El médico de los muertos pertenece a la colección de cuentos titulada La tuna de oro, editada en 1952. Es el segundo libro de cuentos de Garmendia, y el último. En este cuento Garmendia critica la falsa modernidad que llega a la ciudad pueblerina con pretensiones. Los muertos emigran desplazados por el ‘progreso’ que trae cambios inevitables y molestos para dar paso al ‘avance’ urbanístico. La ley del más fuerte se impone y ¿qué posición puede ser más débil que la inexistencia? Los muertos intentan oponerse a la interrupción de su placentero descanso pero no hay nada que hacer. Es decir, la ley de los vivos. Y estos no van a dejar que aquellos descansen en paz, porque la paz aburre y los hombres no saben apreciarla. Solo la aprecian muertos.

La muerte es el tema común que circula por los cuentos de Garmendia.
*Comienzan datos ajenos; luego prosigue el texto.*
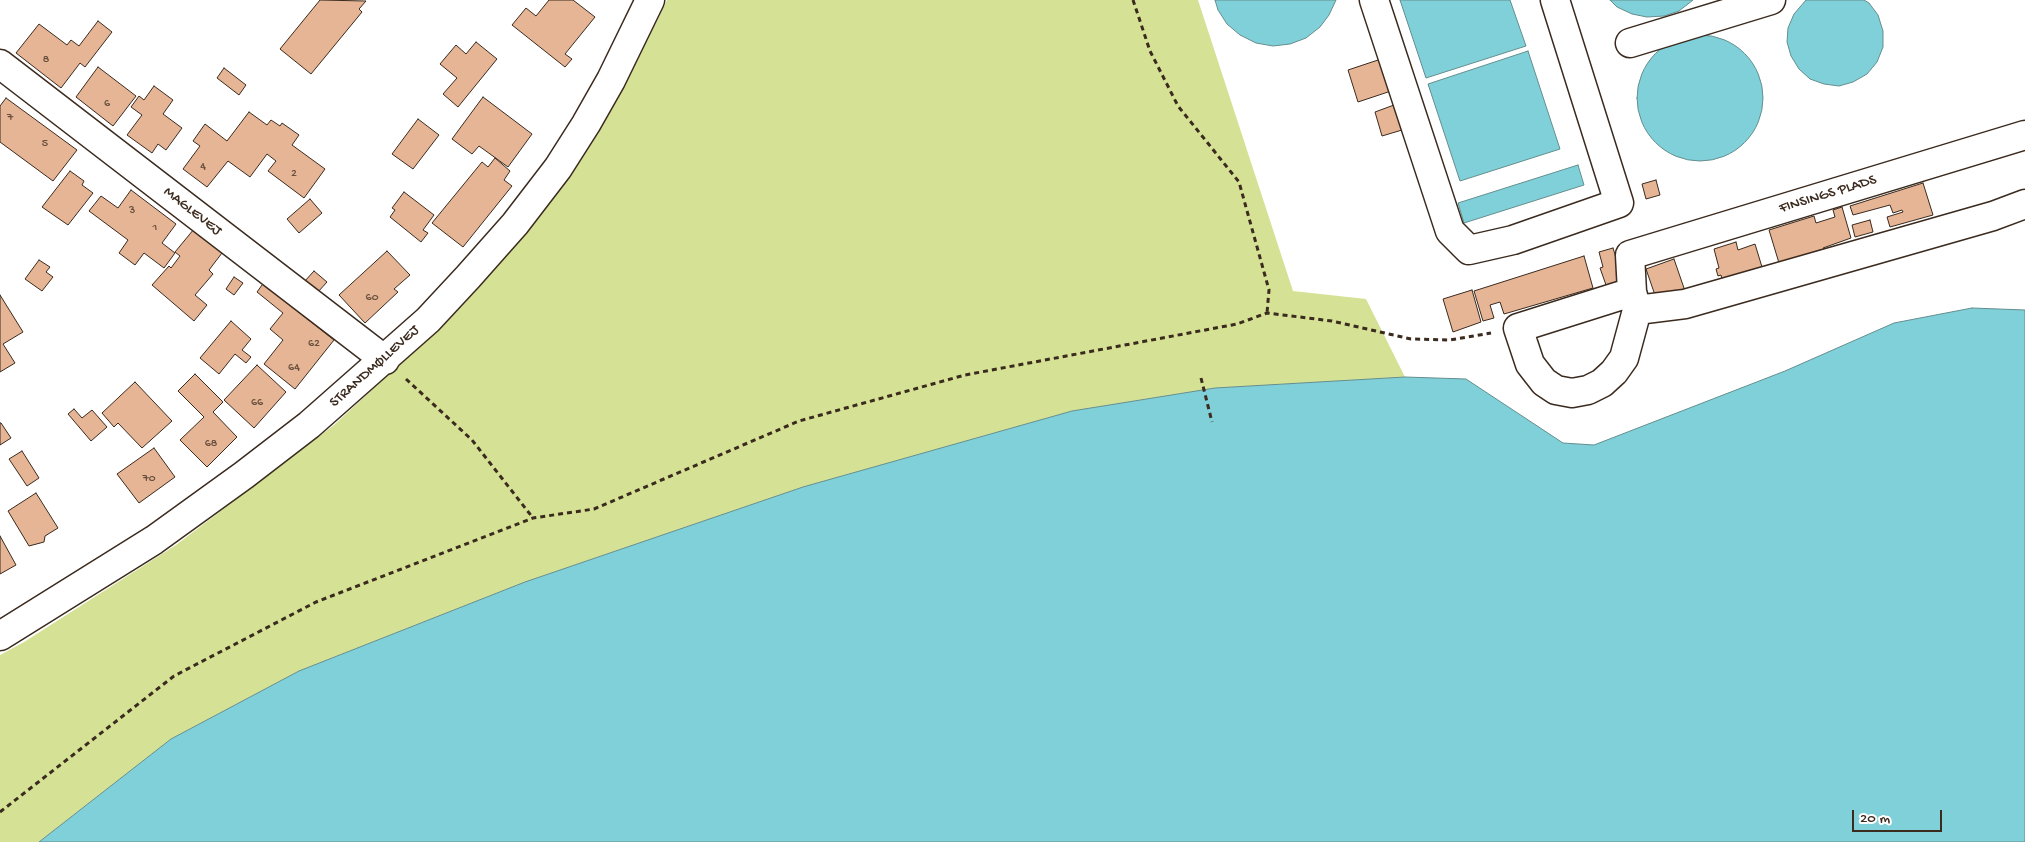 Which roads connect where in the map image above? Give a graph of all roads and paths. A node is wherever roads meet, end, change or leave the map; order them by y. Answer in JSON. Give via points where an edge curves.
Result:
{"nodes":[{"id":1,"x":650,"y":0,"type":"edge"},
{"id":2,"x":1133,"y":0,"type":"edge"},
{"id":3,"x":1374,"y":0,"type":"edge"},
{"id":4,"x":1555,"y":0,"type":"edge"},
{"id":5,"x":1771,"y":0,"type":"edge"},
{"id":6,"x":1630,"y":43,"type":"dead end"},
{"id":7,"x":0,"y":64,"type":"edge"},
{"id":8,"x":2025,"y":135,"type":"edge"},
{"id":9,"x":2025,"y":204,"type":"edge"},
{"id":10,"x":1634,"y":301,"type":"junction"},
{"id":11,"x":1267,"y":313,"type":"junction"},
{"id":12,"x":1518,"y":328,"type":"junction"},
{"id":13,"x":385,"y":360,"type":"junction"},
{"id":14,"x":1200,"y":378,"type":"dead end"},
{"id":15,"x":1212,"y":422,"type":"dead end"},
{"id":16,"x":533,"y":518,"type":"junction"},
{"id":17,"x":0,"y":636,"type":"edge"},
{"id":18,"x":0,"y":812,"type":"edge"}],
"edges":[{"from":1,"to":13,"type":"street","name":"STRANDMØLLEVEJ","via":[[586,124],[537,197],[468,278]]},
{"from":2,"to":11,"type":"path","via":[[1150,51],[1178,106],[1239,182],[1269,290]]},
{"from":3,"to":4,"type":"street","via":[[1450,231],[1469,250],[1513,240],[1619,203]]},
{"from":5,"to":6,"type":"street"},
{"from":7,"to":13,"type":"street","name":"MAGLEVEJ"},
{"from":8,"to":10,"type":"street","name":"FINSINGS PLADS","via":[[1630,255]]},
{"from":9,"to":10,"type":"street","via":[[1685,304]]},
{"from":10,"to":12,"type":"street"},
{"from":10,"to":12,"type":"street","via":[[1626,351],[1620,366],[1602,384],[1588,390],[1572,393],[1550,387],[1530,364]]},
{"from":11,"to":12,"type":"path","via":[[1332,321],[1411,340],[1450,340]]},
{"from":11,"to":16,"type":"path","via":[[1237,324],[965,376],[799,421],[594,509]]},
{"from":13,"to":16,"type":"path","via":[[472,440]]},
{"from":13,"to":17,"type":"street","name":"STRANDMØLLEVEJ","via":[[302,431],[206,503],[127,557]]},
{"from":14,"to":15,"type":"path"},
{"from":16,"to":18,"type":"path","via":[[316,602],[174,676]]}]} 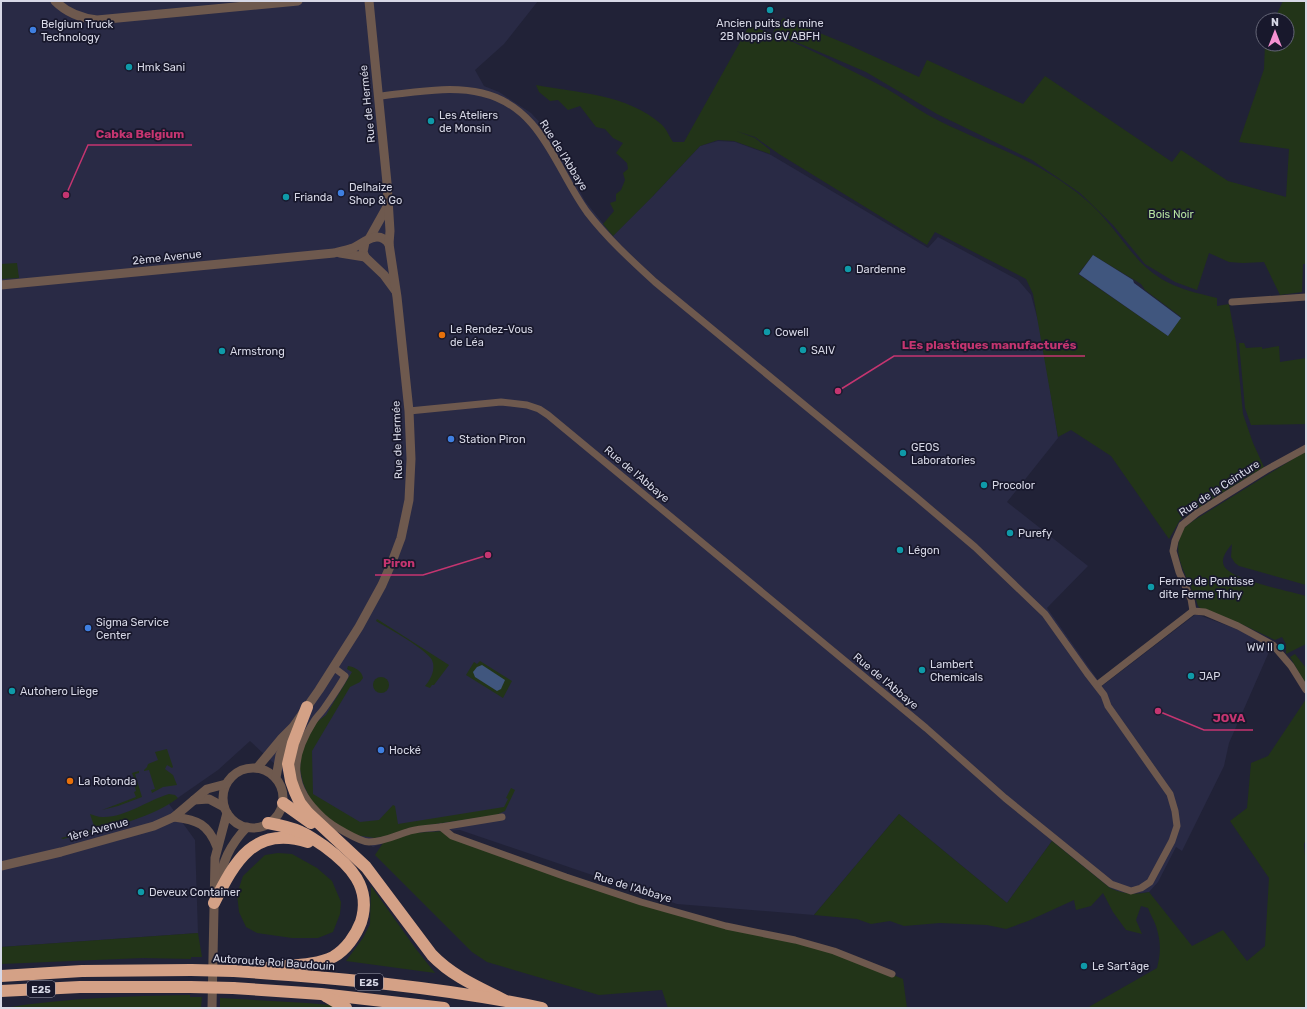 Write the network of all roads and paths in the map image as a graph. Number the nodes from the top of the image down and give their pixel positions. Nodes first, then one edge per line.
1 (55, 1) edge
2 (298, 1) edge
3 (369, 1) edge
4 (378, 96) junction
5 (388, 205) junction
6 (367, 240) junction
7 (390, 248) junction
8 (334, 253) junction
9 (365, 257) junction
10 (373, 263) junction
11 (1, 285) edge
12 (395, 290) junction
13 (1306, 297) edge
14 (1232, 302) dead end
15 (409, 411) junction
16 (1306, 448) edge
17 (1193, 611) junction
18 (333, 667) junction
19 (1097, 685) junction
20 (1306, 690) edge
21 (307, 707) junction
22 (293, 727) junction
23 (257, 768) junction
24 (276, 778) junction
25 (226, 784) junction
26 (193, 800) junction
27 (283, 803) junction
28 (226, 810) junction
29 (174, 817) junction
30 (502, 817) dead end
31 (268, 823) junction
32 (247, 827) junction
33 (441, 827) junction
34 (343, 845) junction
35 (217, 847) junction
36 (330, 850) junction
37 (1, 866) edge
38 (214, 903) junction
39 (234, 971) junction
40 (892, 974) dead end
41 (1, 976) edge
42 (1, 991) edge
43 (321, 994) junction
44 (504, 1000) junction
45 (212, 1008) edge
46 (346, 1008) edge
47 (444, 1008) edge
48 (542, 1008) edge

1 - 2 street
3 - 4 street, Rue de Hermée
4 - 5 street, Rue de Hermée
4 - 19 street, Rue de l'Abbaye
5 - 6 street
5 - 7 street, Rue de Hermée
6 - 7 street
6 - 8 street, 2ème Avenue
6 - 9 street
7 - 10 street
7 - 12 street, Rue de Hermée
8 - 9 street, 2ème Avenue
8 - 11 street, 2ème Avenue
9 - 10 street, Rue de Hermée
10 - 12 street, Rue de Hermée
12 - 15 street, Rue de Hermée
13 - 14 street
15 - 18 street, Rue de Hermée
15 - 19 street, Rue de l'Abbaye
16 - 17 street, Rue de la Ceinture
17 - 19 street
17 - 20 street
18 - 21 street, Rue de Hermée
18 - 33 street
21 - 22 street, Rue de Hermée
21 - 34 highway
22 - 23 street, Rue de Hermée
22 - 24 street, Rue de Hermée
23 - 24 street
23 - 25 street
24 - 27 street, Rue de Hermée
25 - 26 street, 1ère Avenue
25 - 28 street
26 - 28 street
26 - 29 street, 1ère Avenue
27 - 31 street
27 - 34 highway
28 - 32 street
28 - 35 street
29 - 35 street
29 - 37 street, 1ère Avenue
30 - 33 street
31 - 32 street
31 - 36 highway
32 - 38 street
33 - 40 street, Rue de l'Abbaye
34 - 44 highway
35 - 38 street
36 - 38 highway
36 - 39 highway
38 - 45 street
39 - 41 highway, Autoroute Roi Baudouin / E25, bridge
39 - 44 highway, Autoroute Roi Baudouin / E25
42 - 43 highway, E25, bridge
43 - 46 highway
43 - 47 highway, E25
44 - 48 highway, Autoroute Roi Baudouin / E25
Constituye una paradoja que su humor directo, su ironía divertida y el sarcasmo crítico que despliega en su escritura se basen en una temática fúnebre. Pero es que ese contraste es el que le da relevancia a sus historias. El anciano dueño de la tienda de muñecos antes de morir deja su legado a quien podría cambiar el orden terrible de las cosas y no lo hace. El yo canalla empuja al suicidio al yo noble. Los muertos son perseguidos en el más allá por la ambición de los vivos. En resumidas cuentas, el bien está acorralado porque no hay voluntad de cambio de ningún tipo: ni individual, ni social ni política. Garmendia refleja la perspectiva negra del final del gomecismo en clave de humor.